Saved entries:

═══

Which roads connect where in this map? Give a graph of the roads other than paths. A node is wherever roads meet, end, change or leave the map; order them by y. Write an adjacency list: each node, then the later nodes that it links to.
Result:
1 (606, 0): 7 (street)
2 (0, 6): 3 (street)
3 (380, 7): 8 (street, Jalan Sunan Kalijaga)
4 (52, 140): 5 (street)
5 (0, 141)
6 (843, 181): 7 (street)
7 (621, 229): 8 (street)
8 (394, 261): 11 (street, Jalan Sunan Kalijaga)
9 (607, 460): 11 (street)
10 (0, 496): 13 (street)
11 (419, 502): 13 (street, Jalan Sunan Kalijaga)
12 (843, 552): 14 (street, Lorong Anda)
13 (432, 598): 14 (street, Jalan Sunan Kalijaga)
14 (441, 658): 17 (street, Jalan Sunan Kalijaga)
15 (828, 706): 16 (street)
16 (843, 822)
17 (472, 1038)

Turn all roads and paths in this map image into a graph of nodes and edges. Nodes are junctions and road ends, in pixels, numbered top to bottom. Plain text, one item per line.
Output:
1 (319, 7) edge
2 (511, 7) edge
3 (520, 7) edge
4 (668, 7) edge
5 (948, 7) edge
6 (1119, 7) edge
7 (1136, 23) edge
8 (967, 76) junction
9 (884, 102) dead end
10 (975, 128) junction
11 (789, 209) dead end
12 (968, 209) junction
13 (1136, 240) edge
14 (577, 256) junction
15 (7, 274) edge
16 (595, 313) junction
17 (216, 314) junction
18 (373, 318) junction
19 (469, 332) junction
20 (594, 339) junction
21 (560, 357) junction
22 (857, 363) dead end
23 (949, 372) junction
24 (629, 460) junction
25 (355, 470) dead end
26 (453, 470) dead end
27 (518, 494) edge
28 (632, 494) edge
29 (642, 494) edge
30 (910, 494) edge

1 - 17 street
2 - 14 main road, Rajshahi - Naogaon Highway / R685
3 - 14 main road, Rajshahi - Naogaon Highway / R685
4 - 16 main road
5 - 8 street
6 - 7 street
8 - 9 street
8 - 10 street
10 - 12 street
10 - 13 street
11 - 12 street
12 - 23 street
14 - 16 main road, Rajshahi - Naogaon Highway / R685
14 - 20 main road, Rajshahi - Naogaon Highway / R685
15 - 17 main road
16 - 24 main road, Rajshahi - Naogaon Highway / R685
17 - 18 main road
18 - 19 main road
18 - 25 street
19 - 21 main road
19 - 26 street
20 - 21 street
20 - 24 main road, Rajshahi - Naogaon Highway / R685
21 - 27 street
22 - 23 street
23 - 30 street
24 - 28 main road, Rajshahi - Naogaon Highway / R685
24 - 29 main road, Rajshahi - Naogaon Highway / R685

═══

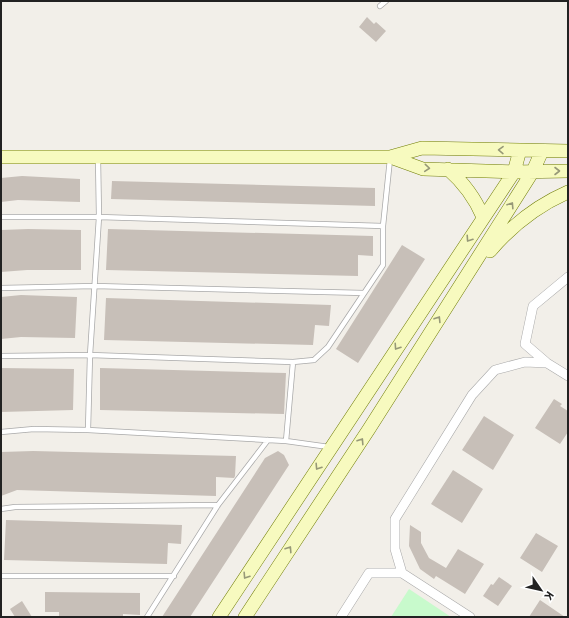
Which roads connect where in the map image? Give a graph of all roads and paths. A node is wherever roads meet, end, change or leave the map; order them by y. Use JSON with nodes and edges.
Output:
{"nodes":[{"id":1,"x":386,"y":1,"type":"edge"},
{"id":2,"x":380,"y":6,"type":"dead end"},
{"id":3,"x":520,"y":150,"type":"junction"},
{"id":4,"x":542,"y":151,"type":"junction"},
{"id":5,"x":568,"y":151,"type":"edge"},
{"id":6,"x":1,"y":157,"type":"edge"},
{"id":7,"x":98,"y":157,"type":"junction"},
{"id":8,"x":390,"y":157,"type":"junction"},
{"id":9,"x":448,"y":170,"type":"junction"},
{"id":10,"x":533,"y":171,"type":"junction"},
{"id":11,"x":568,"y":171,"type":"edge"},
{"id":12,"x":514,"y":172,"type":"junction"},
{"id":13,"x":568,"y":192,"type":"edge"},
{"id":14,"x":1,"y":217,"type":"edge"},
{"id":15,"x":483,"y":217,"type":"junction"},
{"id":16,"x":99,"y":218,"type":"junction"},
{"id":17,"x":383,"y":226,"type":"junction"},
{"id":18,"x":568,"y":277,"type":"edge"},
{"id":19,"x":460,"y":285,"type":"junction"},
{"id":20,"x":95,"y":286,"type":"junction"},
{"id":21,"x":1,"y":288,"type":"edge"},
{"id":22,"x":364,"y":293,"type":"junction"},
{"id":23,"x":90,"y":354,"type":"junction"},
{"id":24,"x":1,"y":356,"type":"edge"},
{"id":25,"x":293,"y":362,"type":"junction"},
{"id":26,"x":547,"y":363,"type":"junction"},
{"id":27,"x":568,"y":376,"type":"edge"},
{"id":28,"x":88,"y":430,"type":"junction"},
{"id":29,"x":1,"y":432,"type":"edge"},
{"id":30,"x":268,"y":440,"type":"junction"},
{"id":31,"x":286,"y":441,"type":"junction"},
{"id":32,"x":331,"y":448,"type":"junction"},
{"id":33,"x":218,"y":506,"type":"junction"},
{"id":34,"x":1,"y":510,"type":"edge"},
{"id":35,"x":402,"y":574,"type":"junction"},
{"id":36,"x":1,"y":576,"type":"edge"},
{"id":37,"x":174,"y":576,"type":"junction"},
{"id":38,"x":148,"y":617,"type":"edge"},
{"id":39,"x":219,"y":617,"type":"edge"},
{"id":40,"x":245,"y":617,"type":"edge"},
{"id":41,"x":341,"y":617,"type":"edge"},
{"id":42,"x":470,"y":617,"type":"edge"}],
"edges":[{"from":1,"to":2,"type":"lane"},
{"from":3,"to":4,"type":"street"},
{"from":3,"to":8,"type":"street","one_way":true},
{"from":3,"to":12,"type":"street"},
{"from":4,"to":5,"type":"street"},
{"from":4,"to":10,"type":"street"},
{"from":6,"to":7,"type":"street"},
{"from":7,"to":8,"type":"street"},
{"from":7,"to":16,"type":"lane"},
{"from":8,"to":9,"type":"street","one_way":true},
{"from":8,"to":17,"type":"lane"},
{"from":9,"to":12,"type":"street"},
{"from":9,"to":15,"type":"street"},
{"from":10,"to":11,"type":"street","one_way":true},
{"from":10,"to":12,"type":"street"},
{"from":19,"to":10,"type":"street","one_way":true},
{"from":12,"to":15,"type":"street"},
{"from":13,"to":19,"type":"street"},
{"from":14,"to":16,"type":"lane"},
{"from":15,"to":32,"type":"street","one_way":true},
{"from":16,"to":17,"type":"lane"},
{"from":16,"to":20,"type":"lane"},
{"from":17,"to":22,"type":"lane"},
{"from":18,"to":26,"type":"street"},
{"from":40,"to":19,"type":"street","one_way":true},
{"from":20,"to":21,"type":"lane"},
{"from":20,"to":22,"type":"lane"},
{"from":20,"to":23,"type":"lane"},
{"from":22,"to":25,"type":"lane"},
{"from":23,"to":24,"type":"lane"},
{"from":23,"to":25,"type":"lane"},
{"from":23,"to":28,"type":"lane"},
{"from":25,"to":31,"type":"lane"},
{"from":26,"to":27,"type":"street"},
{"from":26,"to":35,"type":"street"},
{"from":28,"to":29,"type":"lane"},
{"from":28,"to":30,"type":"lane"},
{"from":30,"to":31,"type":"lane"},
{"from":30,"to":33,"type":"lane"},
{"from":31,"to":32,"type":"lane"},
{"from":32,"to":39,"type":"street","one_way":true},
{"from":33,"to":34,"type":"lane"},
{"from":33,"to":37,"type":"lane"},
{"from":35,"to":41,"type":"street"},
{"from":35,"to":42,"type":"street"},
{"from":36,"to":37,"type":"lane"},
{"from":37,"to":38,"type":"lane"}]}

═══

→ EXERCISE REQUIREMENTS: Search the records above for "them". Copy each line where it is found.

→ PROBLEM SOLUTION:
Which roads connect where in this map? Give a graph of the roads other than paths. A node is wherever roads meet, end, change or leave the map; order them by y. Write an adjacency list: each node, then the later nodes that it links to.
Which roads connect where in the map image? Give a graph of all roads and paths. A node is wherever roads meet, end, change or leave the map; order them by y. Use JSON with nodes and edges.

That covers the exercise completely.